"""

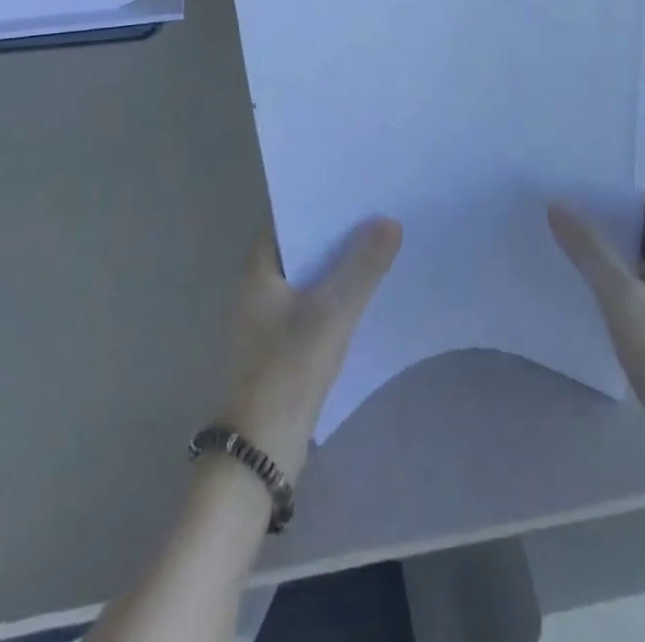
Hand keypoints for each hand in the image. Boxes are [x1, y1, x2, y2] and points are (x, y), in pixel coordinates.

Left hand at [219, 219, 401, 482]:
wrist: (261, 451)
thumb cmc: (290, 369)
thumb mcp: (333, 313)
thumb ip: (363, 267)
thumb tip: (390, 221)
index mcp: (256, 273)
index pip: (284, 222)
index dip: (315, 204)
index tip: (350, 192)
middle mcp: (254, 291)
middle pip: (297, 249)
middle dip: (332, 234)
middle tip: (372, 215)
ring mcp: (264, 322)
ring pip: (304, 279)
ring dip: (333, 266)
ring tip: (374, 248)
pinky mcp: (277, 348)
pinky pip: (307, 306)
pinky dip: (329, 296)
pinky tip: (359, 296)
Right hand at [549, 167, 644, 465]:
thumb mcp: (621, 298)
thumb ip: (590, 250)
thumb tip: (557, 203)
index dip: (633, 167)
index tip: (591, 164)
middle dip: (609, 198)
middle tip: (563, 191)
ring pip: (640, 243)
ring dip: (608, 234)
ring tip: (563, 226)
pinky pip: (637, 274)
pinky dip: (612, 266)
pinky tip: (582, 277)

"""

> [About this exercise]: What lines in the listing above hold the string "middle"? List them.

> [Exercise output]:
middle mcp: (254, 291)
middle pip: (297, 249)
middle dip: (332, 234)
middle tip: (372, 215)
middle dip: (609, 198)
middle tip: (563, 191)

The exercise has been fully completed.